(Records to use Opens)
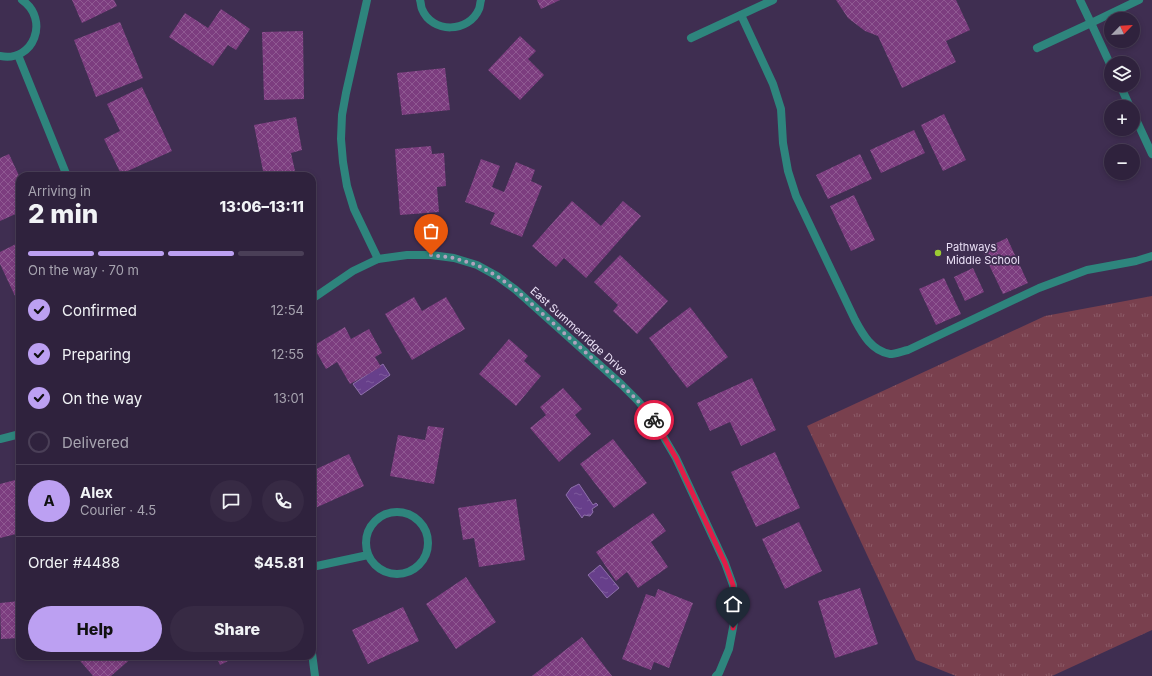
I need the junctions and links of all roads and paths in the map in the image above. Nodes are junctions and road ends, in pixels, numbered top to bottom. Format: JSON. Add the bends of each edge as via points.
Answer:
{"nodes":[{"id":1,"x":22,"y":0,"type":"edge"},
{"id":2,"x":367,"y":0,"type":"edge"},
{"id":3,"x":420,"y":0,"type":"edge"},
{"id":4,"x":481,"y":0,"type":"edge"},
{"id":5,"x":773,"y":0,"type":"edge"},
{"id":6,"x":1080,"y":0,"type":"edge"},
{"id":7,"x":1138,"y":0,"type":"edge"},
{"id":8,"x":741,"y":15,"type":"junction"},
{"id":9,"x":1091,"y":23,"type":"junction"},
{"id":10,"x":691,"y":38,"type":"dead end"},
{"id":11,"x":1037,"y":48,"type":"dead end"},
{"id":12,"x":18,"y":55,"type":"junction"},
{"id":13,"x":0,"y":56,"type":"edge"},
{"id":14,"x":1106,"y":56,"type":"edge"},
{"id":15,"x":1140,"y":128,"type":"edge"},
{"id":16,"x":1152,"y":154,"type":"edge"},
{"id":17,"x":65,"y":172,"type":"edge"},
{"id":18,"x":1152,"y":256,"type":"edge"},
{"id":19,"x":378,"y":259,"type":"junction"},
{"id":20,"x":316,"y":296,"type":"edge"},
{"id":21,"x":16,"y":435,"type":"edge"},
{"id":22,"x":0,"y":439,"type":"edge"},
{"id":23,"x":368,"y":555,"type":"junction"},
{"id":24,"x":316,"y":566,"type":"edge"},
{"id":25,"x":313,"y":660,"type":"edge"},
{"id":26,"x":315,"y":676,"type":"edge"},
{"id":27,"x":716,"y":676,"type":"edge"}],
"edges":[{"from":1,"to":12,"type":"street","via":[[34,14],[37,26],[35,38],[28,48]]},
{"from":2,"to":19,"type":"street","via":[[342,115],[341,139],[347,186],[354,209]]},
{"from":3,"to":4,"type":"street","via":[[422,9],[429,19],[439,26],[451,28],[462,26],[473,19]]},
{"from":5,"to":8,"type":"street"},
{"from":6,"to":9,"type":"street"},
{"from":7,"to":9,"type":"street"},
{"from":8,"to":10,"type":"street"},
{"from":8,"to":18,"type":"street","via":[[773,84],[781,109],[783,144],[796,196],[863,336],[876,349],[891,354],[908,350],[1039,288],[1087,270]]},
{"from":9,"to":11,"type":"street"},
{"from":9,"to":14,"type":"street"},
{"from":12,"to":13,"type":"street"},
{"from":12,"to":17,"type":"street"},
{"from":15,"to":16,"type":"street"},
{"from":19,"to":20,"type":"street","name":"East Summerridge Drive","via":[[353,271]]},
{"from":19,"to":27,"type":"street","name":"East Summerridge Drive","via":[[431,255],[454,258],[477,265],[497,276],[621,384],[653,419],[676,458],[733,585],[735,617],[729,649]]},
{"from":21,"to":22,"type":"street"},
{"from":23,"to":23,"type":"street","via":[[375,565],[385,572],[409,572],[419,565],[426,554],[428,543],[425,531],[418,521],[408,514],[396,512],[384,515],[375,521],[368,531]]},
{"from":23,"to":24,"type":"street"},
{"from":25,"to":26,"type":"street"}]}
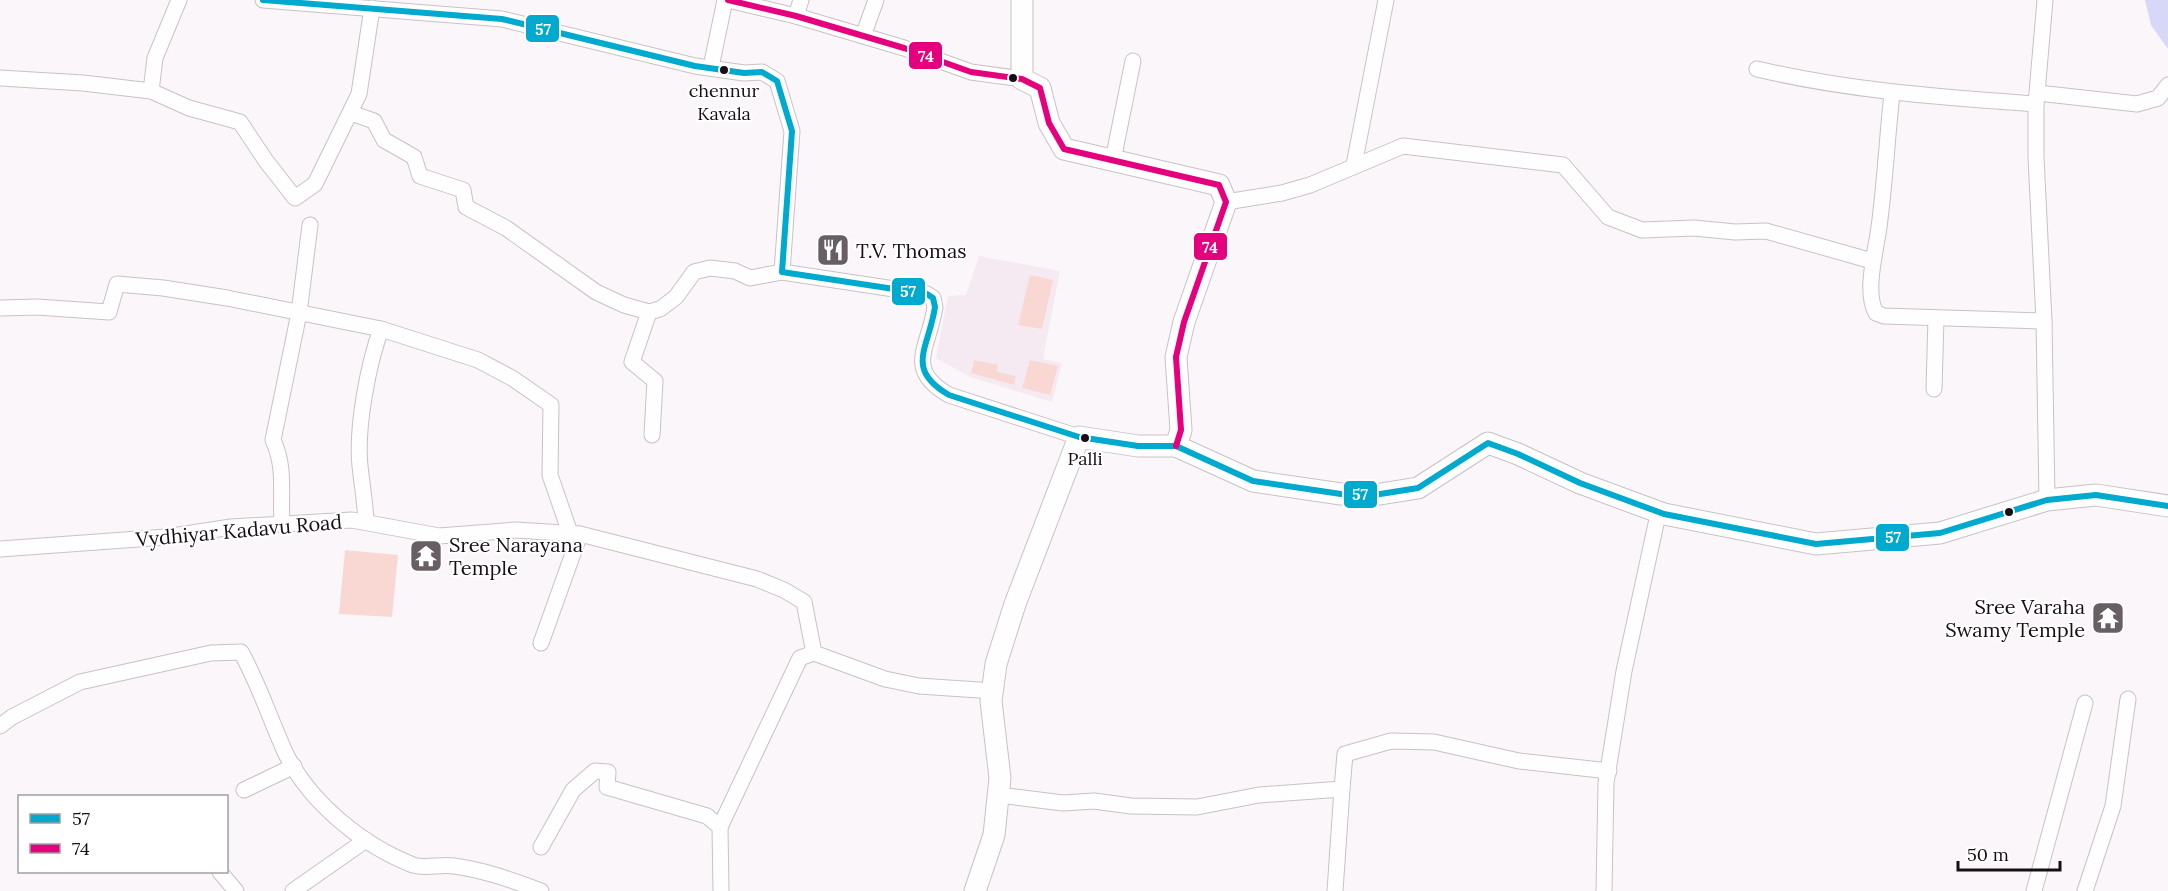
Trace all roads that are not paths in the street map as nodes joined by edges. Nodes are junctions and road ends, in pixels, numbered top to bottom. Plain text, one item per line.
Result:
1 (179, 0) edge
2 (263, 0) edge
3 (726, 0) edge
4 (801, 0) edge
5 (876, 0) edge
6 (1023, 0) edge
7 (1386, 0) edge
8 (2045, 0) edge
9 (438, 6) edge
10 (372, 8) junction
11 (796, 16) junction
12 (863, 36) junction
13 (1133, 61) dead end
14 (711, 67) junction
15 (1757, 69) dead end
16 (0, 78) edge
17 (1022, 79) junction
18 (2168, 86) edge
19 (151, 92) junction
20 (1892, 94) junction
21 (2037, 99) junction
22 (351, 113) junction
23 (1113, 160) junction
24 (1354, 165) junction
25 (1226, 202) junction
26 (310, 225) dead end
27 (1872, 261) junction
28 (782, 272) junction
29 (0, 308) edge
30 (649, 312) junction
31 (299, 313) junction
32 (1936, 318) junction
33 (2044, 321) junction
34 (381, 329) junction
35 (1934, 389) dead end
36 (652, 435) dead end
37 (1079, 437) junction
38 (1176, 446) junction
39 (2048, 500) junction
40 (2168, 506) edge
41 (1659, 510) junction
42 (366, 521) junction
43 (282, 524) junction
44 (575, 533) junction
45 (0, 549) edge
46 (541, 643) dead end
47 (814, 653) junction
48 (994, 691) junction
49 (2128, 699) dead end
50 (2085, 703) dead end
51 (0, 726) edge
52 (294, 766) junction
53 (1609, 771) junction
54 (1342, 789) junction
55 (244, 790) dead end
56 (999, 795) junction
57 (720, 827) junction
58 (366, 840) junction
59 (541, 847) dead end
60 (221, 873) edge
61 (303, 888) edge
62 (236, 891) edge
63 (541, 891) edge
64 (721, 891) edge
65 (975, 891) edge
66 (1335, 891) edge
67 (1604, 891) edge
68 (2034, 891) edge
69 (2085, 891) edge

1 - 19 street
2 - 10 street
3 - 11 street
3 - 14 street
4 - 11 street
5 - 12 street
6 - 17 street
7 - 24 street
8 - 21 street
9 - 10 street
9 - 14 street
10 - 22 street
11 - 12 street
12 - 17 street
13 - 23 street
14 - 28 street
15 - 20 street
16 - 19 street
17 - 23 street
18 - 21 street
19 - 22 street
20 - 21 street
20 - 27 street
21 - 33 street
22 - 30 street
23 - 25 street
24 - 25 street
24 - 27 street
25 - 38 street
26 - 31 street
27 - 32 street
28 - 30 street
28 - 37 street
29 - 31 street
30 - 36 street
31 - 34 street
31 - 43 street
32 - 33 street
32 - 35 street
33 - 39 street
34 - 42 street
34 - 44 street
37 - 38 street
37 - 48 street
38 - 41 street
39 - 40 street
39 - 41 street
41 - 53 street
42 - 43 street, Vydhiyar Kadavu Road
42 - 44 street, Vydhiyar Kadavu Road
43 - 45 street, Vydhiyar Kadavu Road
44 - 46 street
44 - 47 street, Vydhiyar Kadavu Road
47 - 48 street
47 - 57 street
48 - 56 street
49 - 69 street
50 - 68 street
51 - 52 street
52 - 55 street
52 - 58 street
53 - 54 street
53 - 67 street
54 - 56 street
54 - 66 street
56 - 65 street
57 - 59 street
57 - 64 street
58 - 61 street
58 - 63 street
60 - 62 street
(Records to use Closes)
__Instructions to follow__.
Your copy of the entries above must be exact and must not include pictures.

__Expected answer__.
I need the junctions and links of all roads and paths in the map in the image above. Nodes are junctions and road ends, in pixels, numbered top to bottom. Format: JSON. Add the bends of each edge as via points.
Answer:
{"nodes":[{"id":1,"x":22,"y":0,"type":"edge"},
{"id":2,"x":367,"y":0,"type":"edge"},
{"id":3,"x":420,"y":0,"type":"edge"},
{"id":4,"x":481,"y":0,"type":"edge"},
{"id":5,"x":773,"y":0,"type":"edge"},
{"id":6,"x":1080,"y":0,"type":"edge"},
{"id":7,"x":1138,"y":0,"type":"edge"},
{"id":8,"x":741,"y":15,"type":"junction"},
{"id":9,"x":1091,"y":23,"type":"junction"},
{"id":10,"x":691,"y":38,"type":"dead end"},
{"id":11,"x":1037,"y":48,"type":"dead end"},
{"id":12,"x":18,"y":55,"type":"junction"},
{"id":13,"x":0,"y":56,"type":"edge"},
{"id":14,"x":1106,"y":56,"type":"edge"},
{"id":15,"x":1140,"y":128,"type":"edge"},
{"id":16,"x":1152,"y":154,"type":"edge"},
{"id":17,"x":65,"y":172,"type":"edge"},
{"id":18,"x":1152,"y":256,"type":"edge"},
{"id":19,"x":378,"y":259,"type":"junction"},
{"id":20,"x":316,"y":296,"type":"edge"},
{"id":21,"x":16,"y":435,"type":"edge"},
{"id":22,"x":0,"y":439,"type":"edge"},
{"id":23,"x":368,"y":555,"type":"junction"},
{"id":24,"x":316,"y":566,"type":"edge"},
{"id":25,"x":313,"y":660,"type":"edge"},
{"id":26,"x":315,"y":676,"type":"edge"},
{"id":27,"x":716,"y":676,"type":"edge"}],
"edges":[{"from":1,"to":12,"type":"street","via":[[34,14],[37,26],[35,38],[28,48]]},
{"from":2,"to":19,"type":"street","via":[[342,115],[341,139],[347,186],[354,209]]},
{"from":3,"to":4,"type":"street","via":[[422,9],[429,19],[439,26],[451,28],[462,26],[473,19]]},
{"from":5,"to":8,"type":"street"},
{"from":6,"to":9,"type":"street"},
{"from":7,"to":9,"type":"street"},
{"from":8,"to":10,"type":"street"},
{"from":8,"to":18,"type":"street","via":[[773,84],[781,109],[783,144],[796,196],[863,336],[876,349],[891,354],[908,350],[1039,288],[1087,270]]},
{"from":9,"to":11,"type":"street"},
{"from":9,"to":14,"type":"street"},
{"from":12,"to":13,"type":"street"},
{"from":12,"to":17,"type":"street"},
{"from":15,"to":16,"type":"street"},
{"from":19,"to":20,"type":"street","name":"East Summerridge Drive","via":[[353,271]]},
{"from":19,"to":27,"type":"street","name":"East Summerridge Drive","via":[[431,255],[454,258],[477,265],[497,276],[621,384],[653,419],[676,458],[733,585],[735,617],[729,649]]},
{"from":21,"to":22,"type":"street"},
{"from":23,"to":23,"type":"street","via":[[375,565],[385,572],[409,572],[419,565],[426,554],[428,543],[425,531],[418,521],[408,514],[396,512],[384,515],[375,521],[368,531]]},
{"from":23,"to":24,"type":"street"},
{"from":25,"to":26,"type":"street"}]}
Trace all roads that are not paths in the street map as nodes joined by edges. Nodes are junctions and road ends, in pixels, numbered top to bottom. Plain text, one item per line.
Result:
1 (179, 0) edge
2 (263, 0) edge
3 (726, 0) edge
4 (801, 0) edge
5 (876, 0) edge
6 (1023, 0) edge
7 (1386, 0) edge
8 (2045, 0) edge
9 (438, 6) edge
10 (372, 8) junction
11 (796, 16) junction
12 (863, 36) junction
13 (1133, 61) dead end
14 (711, 67) junction
15 (1757, 69) dead end
16 (0, 78) edge
17 (1022, 79) junction
18 (2168, 86) edge
19 (151, 92) junction
20 (1892, 94) junction
21 (2037, 99) junction
22 (351, 113) junction
23 (1113, 160) junction
24 (1354, 165) junction
25 (1226, 202) junction
26 (310, 225) dead end
27 (1872, 261) junction
28 (782, 272) junction
29 (0, 308) edge
30 (649, 312) junction
31 (299, 313) junction
32 (1936, 318) junction
33 (2044, 321) junction
34 (381, 329) junction
35 (1934, 389) dead end
36 (652, 435) dead end
37 (1079, 437) junction
38 (1176, 446) junction
39 (2048, 500) junction
40 (2168, 506) edge
41 (1659, 510) junction
42 (366, 521) junction
43 (282, 524) junction
44 (575, 533) junction
45 (0, 549) edge
46 (541, 643) dead end
47 (814, 653) junction
48 (994, 691) junction
49 (2128, 699) dead end
50 (2085, 703) dead end
51 (0, 726) edge
52 (294, 766) junction
53 (1609, 771) junction
54 (1342, 789) junction
55 (244, 790) dead end
56 (999, 795) junction
57 (720, 827) junction
58 (366, 840) junction
59 (541, 847) dead end
60 (221, 873) edge
61 (303, 888) edge
62 (236, 891) edge
63 (541, 891) edge
64 (721, 891) edge
65 (975, 891) edge
66 (1335, 891) edge
67 (1604, 891) edge
68 (2034, 891) edge
69 (2085, 891) edge

1 - 19 street
2 - 10 street
3 - 11 street
3 - 14 street
4 - 11 street
5 - 12 street
6 - 17 street
7 - 24 street
8 - 21 street
9 - 10 street
9 - 14 street
10 - 22 street
11 - 12 street
12 - 17 street
13 - 23 street
14 - 28 street
15 - 20 street
16 - 19 street
17 - 23 street
18 - 21 street
19 - 22 street
20 - 21 street
20 - 27 street
21 - 33 street
22 - 30 street
23 - 25 street
24 - 25 street
24 - 27 street
25 - 38 street
26 - 31 street
27 - 32 street
28 - 30 street
28 - 37 street
29 - 31 street
30 - 36 street
31 - 34 street
31 - 43 street
32 - 33 street
32 - 35 street
33 - 39 street
34 - 42 street
34 - 44 street
37 - 38 street
37 - 48 street
38 - 41 street
39 - 40 street
39 - 41 street
41 - 53 street
42 - 43 street, Vydhiyar Kadavu Road
42 - 44 street, Vydhiyar Kadavu Road
43 - 45 street, Vydhiyar Kadavu Road
44 - 46 street
44 - 47 street, Vydhiyar Kadavu Road
47 - 48 street
47 - 57 street
48 - 56 street
49 - 69 street
50 - 68 street
51 - 52 street
52 - 55 street
52 - 58 street
53 - 54 street
53 - 67 street
54 - 56 street
54 - 66 street
56 - 65 street
57 - 59 street
57 - 64 street
58 - 61 street
58 - 63 street
60 - 62 street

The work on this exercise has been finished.